Passeggiare a piedi per la città, soprattutto in primavera, è il modo migliore per scoprirne le diverse anime.
L’incanto dei luoghi di Trieste
Attraversato il Canal Grande, si arriva alla più struggente immagine di Trieste: Piazza Unità d’Italia, che i vecchi chiamano ancora Piazza Grande e che è la piazza più estesa d’Europa che si affaccia sul mare.
Importanti palazzi ne delimitano i tre lati: il Palazzo della Luogotenenza austriaca, ora sede della Prefettura; il Palazzo Modello; il Municipio sulla cui torre ci sono due automi bronzei, “Mikeze e Jakeze” che fanno udire i loro rintocchi allo scoccare delle ore; il Palazzo Pitteri, il più antico della piazza; il Palazzo Vanoli, sede di un prestigioso albergo; il palazzo della compagnia di navigazione Lloyd Austriaco, poi Lloyd Triestino e ora sede della Regione e infine Palazzo Stratti, dove si trova lo storico Caffè degli Specchi. Trieste per molti aspetti è la città del caffè, sia perché, come porto del Mediterraneo, qui passano non solo i chicchi destinati allo stabilimento Illy, che in città ha la sua sede, ma anche quelli destinati ad altre torrefazioni italiane ed europee, sia per i suoi caffè storici, locali dal fascino retrò dove amavano incontrarsi illustri letterati come Svevo, Saba, Joyce.
Dai caffè al Molo
Accadeva al Caffè San Marco, fondato nel 1914 e ancora oggi luogo d’incontro per antonomasia. Frequentare questi locali fedeli al modello viennese, vuol dire tuffarsi nelle magiche atmosfere di fine Ottocento e inizi del Novecento, dove bere un caffè è solo una scusa per intrattenersi in questi ambienti ricchi di suggestione, magari leggendo un buon libro.

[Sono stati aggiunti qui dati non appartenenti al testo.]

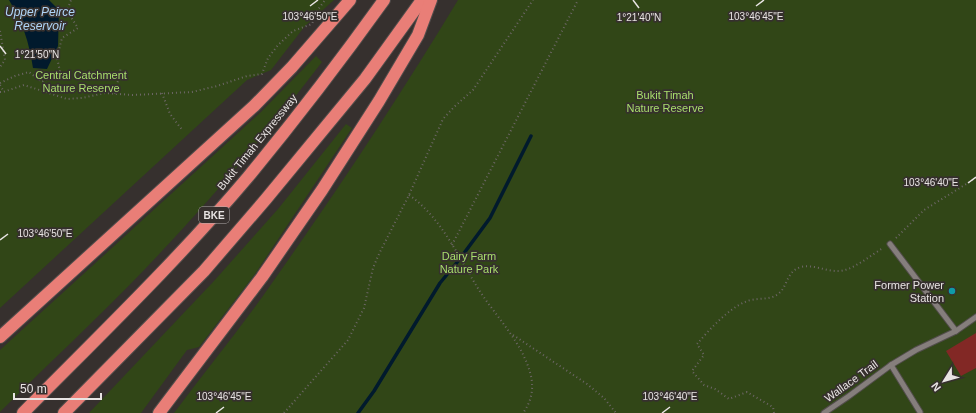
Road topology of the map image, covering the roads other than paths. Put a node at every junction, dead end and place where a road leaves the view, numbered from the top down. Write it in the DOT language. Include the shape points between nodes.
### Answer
graph roads {
  1 [pos="350,0"];
  2 [pos="384,0"];
  3 [pos="422,0"];
  4 [pos="431,0"];
  5 [pos="890,244"];
  6 [pos="976,317"];
  7 [pos="956,331"];
  8 [pos="0,337"];
  9 [pos="891,365"];
  10 [pos="920,412"];
  11 [pos="23,413"];
  12 [pos="64,413"];
  13 [pos="159,413"];
  14 [pos="824,413"];
  1 -- 8 [label="highway" via="254,106"];
  2 -- 11 [label="highway, Bukit Timah Expressway / BKE" via="346,53 248,177 185,247"];
  3 -- 12 [label="highway, BKE" via="365,79 204,271"];
  4 -- 13 [label="highway" via="418,35 322,190 262,277"];
  5 -- 7 [label="lane"];
  6 -- 7 [label="lane, Wallace Trail"];
  7 -- 9 [label="lane, Wallace Trail"];
  9 -- 10 [label="lane"];
  9 -- 14 [label="lane, Wallace Trail"];
}
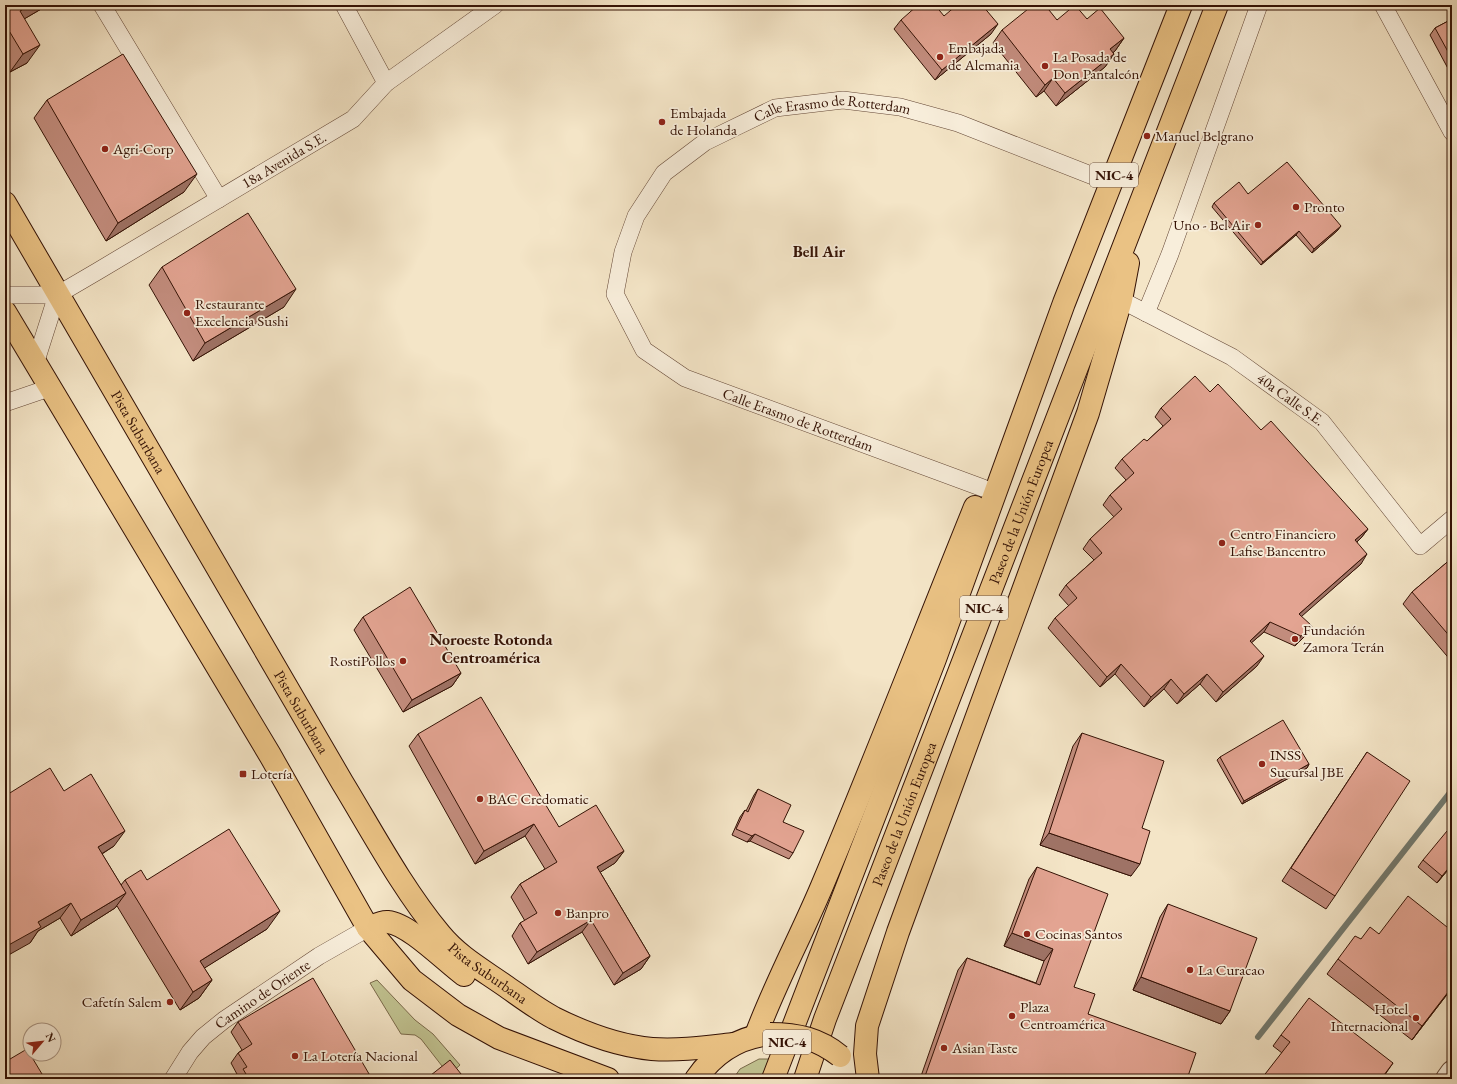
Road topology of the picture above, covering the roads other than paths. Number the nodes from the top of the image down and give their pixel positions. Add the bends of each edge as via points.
1 (102, 5) edge
2 (344, 5) edge
3 (495, 5) edge
4 (1181, 5) edge
5 (1217, 5) edge
6 (1259, 5) edge
7 (1383, 5) edge
8 (386, 83) junction
9 (1452, 132) edge
10 (1111, 183) junction
11 (1142, 198) junction
12 (219, 199) junction
13 (5, 203) edge
14 (5, 294) edge
15 (57, 295) junction
16 (1120, 300) junction
17 (1064, 303) junction
18 (5, 312) edge
19 (1146, 313) junction
20 (35, 364) junction
21 (50, 388) junction
22 (5, 403) edge
23 (983, 488) junction
24 (1452, 519) edge
25 (368, 928) junction
26 (554, 1018) junction
27 (763, 1034) junction
28 (734, 1044) junction
29 (1452, 1072) edge
30 (173, 1079) edge
31 (608, 1079) edge
32 (696, 1079) edge
33 (773, 1079) edge
34 (805, 1079) edge
35 (861, 1079) edge
36 (868, 1079) edge
37 (1447, 1079) edge

1 - 12 street
2 - 8 street
3 - 8 street, 18a Avenida S.E.
4 - 10 main road, Paseo de la Unión Europea / NIC-4
5 - 11 main road, Paseo de la Unión Europea / NIC-4
6 - 19 street via 1170,254
7 - 9 street
8 - 12 street, 18a Avenida S.E. via 352,119
10 - 17 main road, Paseo de la Unión Europea / NIC-4
10 - 23 street, Calle Erasmo de Rotterdam via 958,123 900,108 843,100 775,108 704,142 664,173 636,216 623,252 614,294 644,350 685,378
11 - 16 main road
11 - 34 main road, Paseo de la Unión Europea / NIC-4 via 825,1019
12 - 15 street, 18a Avenida S.E.
13 - 15 main road, Pista Suburbana
14 - 15 street
15 - 20 street
15 - 26 main road, Pista Suburbana via 313,732 418,904 440,934 460,955
16 - 19 street, 40a Calle S.E.
16 - 36 main road via 1088,414 898,932 865,1041
17 - 23 main road, Paseo de la Unión Europea via 1010,409
17 - 33 main road, Paseo de la Unión Europea / NIC-4 via 935,659
18 - 20 main road
19 - 24 street, 40a Calle S.E. via 1232,357 1322,422 1420,546
20 - 21 main road
21 - 22 street
21 - 25 main road via 270,755
23 - 27 main road, Paseo de la Unión Europea via 822,886 766,1008
25 - 26 main road via 389,922 404,928 471,981
25 - 30 street, Camino de Oriente via 319,956 224,1020 203,1037 190,1052
25 - 31 main road via 412,980 458,1015 499,1038
26 - 28 main road, Pista Suburbana via 593,1034 638,1047 670,1049
27 - 28 main road
27 - 35 main road, bridge via 805,1036 840,1056
28 - 32 main road via 712,1059
29 - 37 street

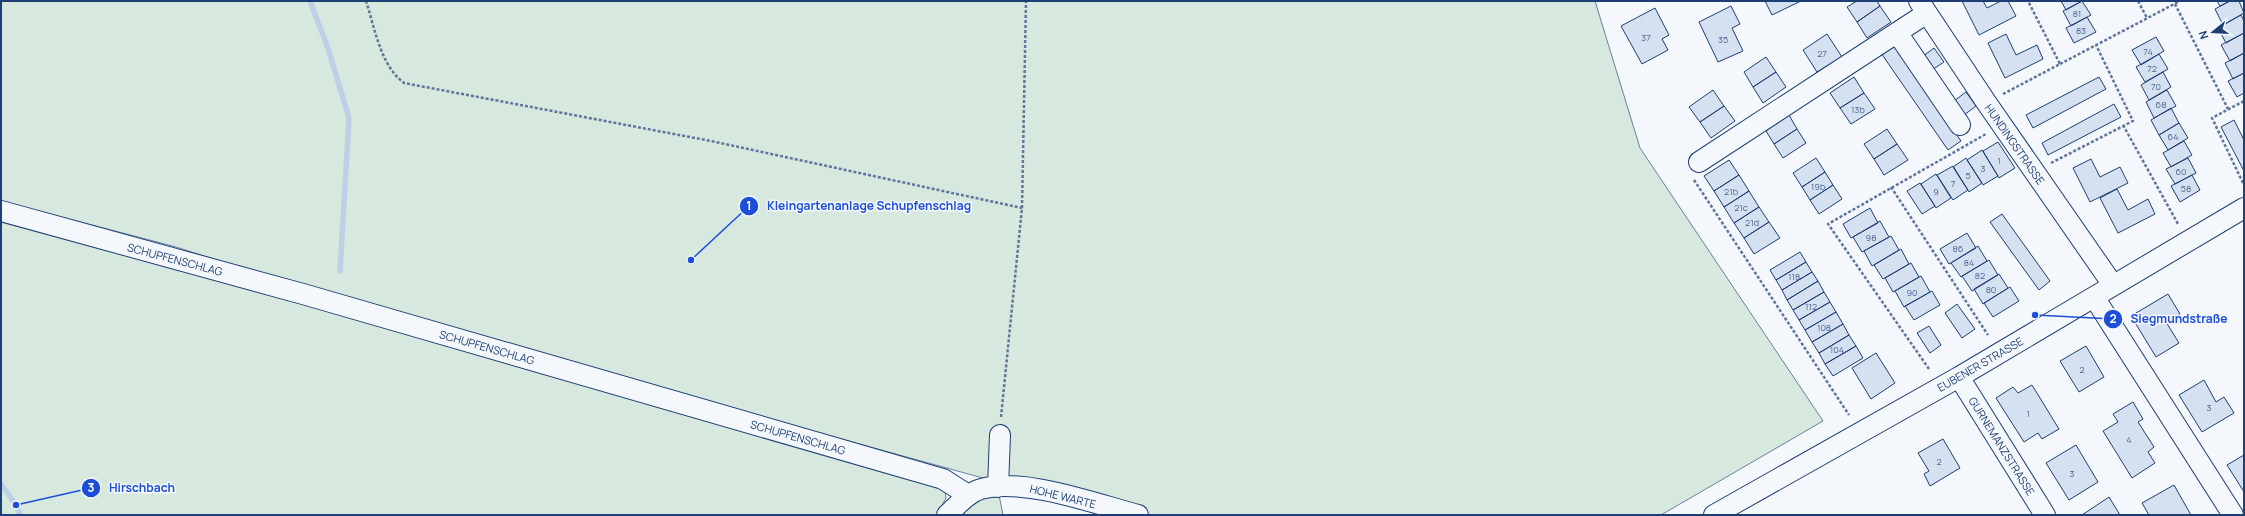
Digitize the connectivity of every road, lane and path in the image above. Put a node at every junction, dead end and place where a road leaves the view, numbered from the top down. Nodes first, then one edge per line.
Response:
1 (366, 1) edge
2 (1026, 1) edge
3 (2028, 1) edge
4 (2138, 1) edge
5 (2180, 1) edge
6 (2175, 4) junction
7 (1923, 7) edge
8 (2147, 18) junction
9 (1898, 34) junction
10 (2096, 45) junction
11 (2060, 64) junction
12 (2244, 101) edge
13 (1986, 102) junction
14 (2228, 109) junction
15 (1960, 125) dead end
16 (2002, 125) junction
17 (2123, 126) junction
18 (1699, 162) joint
19 (2035, 172) junction
20 (2243, 183) dead end
21 (1891, 187) junction
22 (1022, 208) junction
23 (2244, 208) edge
24 (1, 211) edge
25 (2178, 224) dead end
26 (2114, 285) junction
27 (2094, 297) junction
28 (1988, 335) dead end
29 (1929, 369) dead end
30 (1960, 377) junction
31 (1849, 415) dead end
32 (1000, 435) joint
33 (998, 487) junction
34 (968, 495) junction
35 (947, 515) edge
36 (1138, 515) edge
37 (1714, 515) edge
38 (2045, 515) edge
39 (2233, 515) edge

1 - 22 path
2 - 22 path
3 - 11 path
4 - 8 path
5 - 6 path
6 - 8 path
6 - 14 path
7 - 9 street
7 - 13 street, HUNDINGSTRASSE
8 - 10 path
9 - 15 street
9 - 18 street
10 - 11 path
10 - 17 path
11 - 13 path
12 - 14 path
13 - 16 street, HUNDINGSTRASSE
14 - 20 path
16 - 19 street, HUNDINGSTRASSE
16 - 21 path
17 - 19 path
17 - 25 path
18 - 31 path
19 - 26 street, HUNDINGSTRASSE
21 - 28 path
21 - 29 path
22 - 32 path
23 - 26 street, EUBENER STRASSE
24 - 34 street, SCHUPFENSCHLAG
26 - 27 street, EUBENER STRASSE
27 - 30 street, EUBENER STRASSE
27 - 39 street
30 - 37 street, EUBENER STRASSE
30 - 38 street, GURNEMANZSTRASSE
32 - 33 street
33 - 34 street, HOHE WARTE
33 - 36 street, HOHE WARTE
34 - 35 street, HOHE WARTE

Il suggerimento è di visitare anche il Caffè Tommaseo e l’Antico Caffè Torinese. Trieste è anche una città di mare e i suoi abitanti ne sono dei grandi appassionati, così è facile vederli già ad aprile intenti a catturare i primi raggi di sole e in piena estate girare in centro in infradito. Da Piazza Unità d’Italia è naturale attraversare la riva e dirigersi verso il mare fino a entrarci dentro grazie al Molo Audace: il molo dove attraccò il torpediniere Audace alla fine della prima Guerra Mondiale è oggi un luogo dove molti giovani triestini trascorrono la serata in libertà, tra chitarra e chiacchiere con amici. Dal Molo la vista sulla piazza è mozzafiato, soprattutto la sera quando esprime la sua magnificenza grazie alle luci dei palazzi storici illuminati e alla recente installazione di led blu nella pavimentazione, a ricordo dell’antico mandracchio (specchio d’acqua riservato all’ormeggio) interrato tra il 1858 e il 1863. In prossimità del molo Fratelli Bandiera, ci si imbatte in uno scenario inusuale, un muro bianco taglia in due la spiaggia e arriva fino al mare: è lo stabilimento balneare “La Lanterna”, conosciuto con il nome, caro ai triestini, di “El Pedocin”, l’unico in Europa a conservare la divisione tra i sessi, i signori da una parte, dame e bambini dall’altra. Inaugurato durante l’Impero asburgico, intorno al 1903, venne progettato per prevenire “atti contrari alla decenza”, oggi invece assume un significato diverso, non tanto quello di separazione quanto di libertà: quella delle donne da un lato e quello degli uomini dall’altro.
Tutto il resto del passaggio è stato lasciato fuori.